On August 28 I posted here the story of horrible service in a medical practice when I was trying to change an appointment. That changed appointment finally occurred yesterday, or almost did. These people deserve the Dumb-Ass Stupid Management Award of the Month, with a tin Caduceus.
I showed up at Miriam Hospital in Providence to visit University Dermatology for my annual checkup. That medical practice is owned by a group of physicians. My appointment was for 10:15 and I pulled up to the valet at 10:00, and saw my dermatologist walk past me. I said, “Good morning,” but she seemed distracted and uninterested, and we took the same elevator to the second floor.
It took me ten minutes to check in while several of us just waited for the lone woman on the job to compete a raft of paperwork. During that time, patient files with names on them—including mine—were clearly visible on her desk for anyone to see. I was finally checked in and took a seat at 10:15, expecting to be called quickly. At 10:30, there was nothing happening, so I asked someone what the delay was. I was told to go to another window as a man said, “Let me know what you find, I have a 10 o’clock appointment.”

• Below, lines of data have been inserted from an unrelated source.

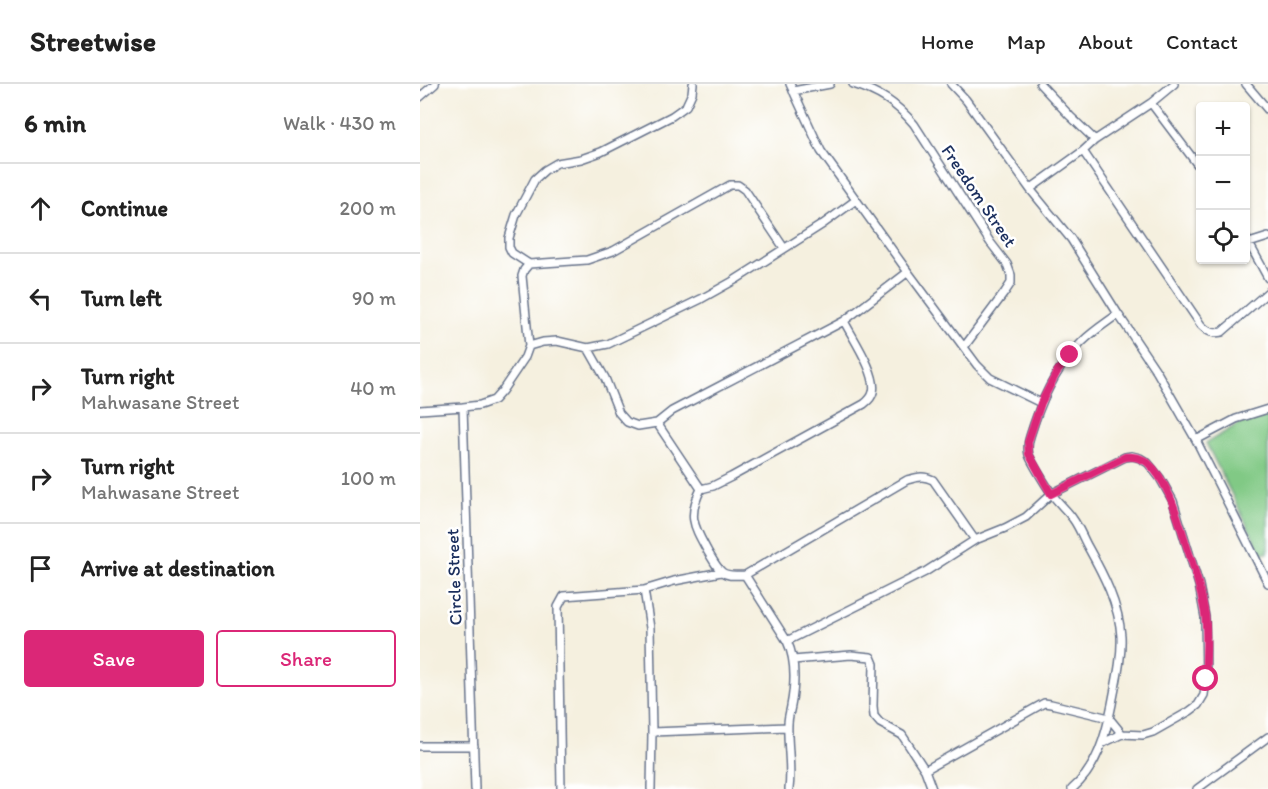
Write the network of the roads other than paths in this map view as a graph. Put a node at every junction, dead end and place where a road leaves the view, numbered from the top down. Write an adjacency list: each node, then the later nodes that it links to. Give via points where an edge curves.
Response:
1 (435, 84): 10 (street)
2 (693, 84): 22 (street, via 686,106 672,116 601,152 557,163 535,179 509,238 512,254)
3 (830, 84): 9 (street)
4 (853, 84): 29 (street, Freedom Street, via 893,102 904,112 1007,264 1011,283)
5 (951, 84): 16 (street)
6 (1040, 84): 13 (street)
7 (1174, 84): 11 (street)
8 (1246, 84): 12 (street)
9 (792, 88): 17 (street, via 821,151)
10 (420, 97)
11 (1151, 103): 13 (street); 15 (street)
12 (1268, 110)
13 (1095, 140): 14 (street)
14 (1083, 151): 16 (street); 25 (street, via 1207,331 1222,332)
15 (1196, 163)
16 (1030, 189): 26 (street, via 1071,239)
17 (856, 200): 21 (street); 23 (street)
18 (1268, 237): 19 (street)
19 (1250, 240)
20 (1250, 245): 24 (street)
21 (784, 248): 22 (street, via 745,190 730,185 612,251 587,260); 30 (street, via 701,298 608,344)
22 (529, 264): 28 (street, via 522,276)
23 (908, 272): 27 (street); 29 (street)
24 (1268, 278)
25 (1268, 292)
26 (1118, 314): 31 (street, via 1070,355); 36 (street)
27 (844, 321): 35 (street, via 672,411); 37 (street, via 872,373 870,399 731,477)
28 (529, 346): 30 (street, via 557,341); 32 (street, via 519,369 494,400)
29 (964, 347): 31 (street, via 990,378)
30 (588, 348): 35 (street, via 627,422 638,426)
31 (1041, 403): 38 (street, via 1028,442 1029,454)
32 (463, 407): 34 (street); 53 (street, Circle Street)
33 (1268, 409): 36 (street, via 1236,419)
34 (420, 410)
35 (657, 423): 37 (street)
36 (1196, 440): 42 (street)
37 (701, 489): 40 (street, via 694,503 695,526)
38 (1051, 494): 39 (street, via 1026,517); 46 (street, via 1072,518 1116,607 1120,663); 49 (street, via 1125,457 1140,458 1160,478 1173,501 1199,585 1205,617 1204,695 1198,705 1153,732)
39 (975, 540): 41 (street, via 933,480 917,477); 44 (street, via 925,572)
40 (722, 572): 41 (street); 43 (street)
41 (745, 575): 44 (street)
42 (1267, 580)
43 (644, 590): 48 (street, via 650,628); 56 (street, via 564,596 558,607)
44 (787, 641): 45 (street)
45 (793, 660): 47 (street); 54 (street, via 871,657 874,716 903,735)
46 (1109, 718): 49 (street); 51 (street); 54 (street, via 1044,704)
47 (787, 727): 48 (street); 58 (street)
48 (652, 732): 57 (street)
49 (1122, 734): 51 (street)
50 (1268, 737): 61 (street)
51 (1102, 743): 60 (street)
52 (420, 746): 53 (street)
53 (474, 746): 55 (street, Circle Street)
54 (925, 770): 59 (street)
55 (475, 789)
56 (561, 789)
57 (651, 789)
58 (789, 789)
59 (932, 789)
60 (1072, 789)
61 (1197, 789)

But how could that be, if the doctor walked in at 10?
I returned to the same paper-bound woman and she agreed to make a call, during which she found I’d have to wait at least another 30-40 minutes. I told her that wasn’t going to happen. Apparently, either the doctor was very late arriving or the practice simply books far too many people to meet any kind of promised schedule. She had at least six patients backed up in various rooms at 10:30 before my college with the 10 am appointment.
This is a practice where the women in Rhode Island Hospital, their other site, often eat while they are talking to you, or chat among themselves while people wait to check in or out. There is only one woman in Miriam handling the chaos, and she’s clearly overwhelmed. But this is medicine from the “old school”: We’re the ones whose time is important, and you can just wait until we’re good and ready.
I asked a dermatologist once what attracted her to that specialty. She said, “There are no emergency calls in the middle of the night.” That seems a strange criterion to choose your role in medicine. It also seems that there isn’t exactly great urgency during the day, either.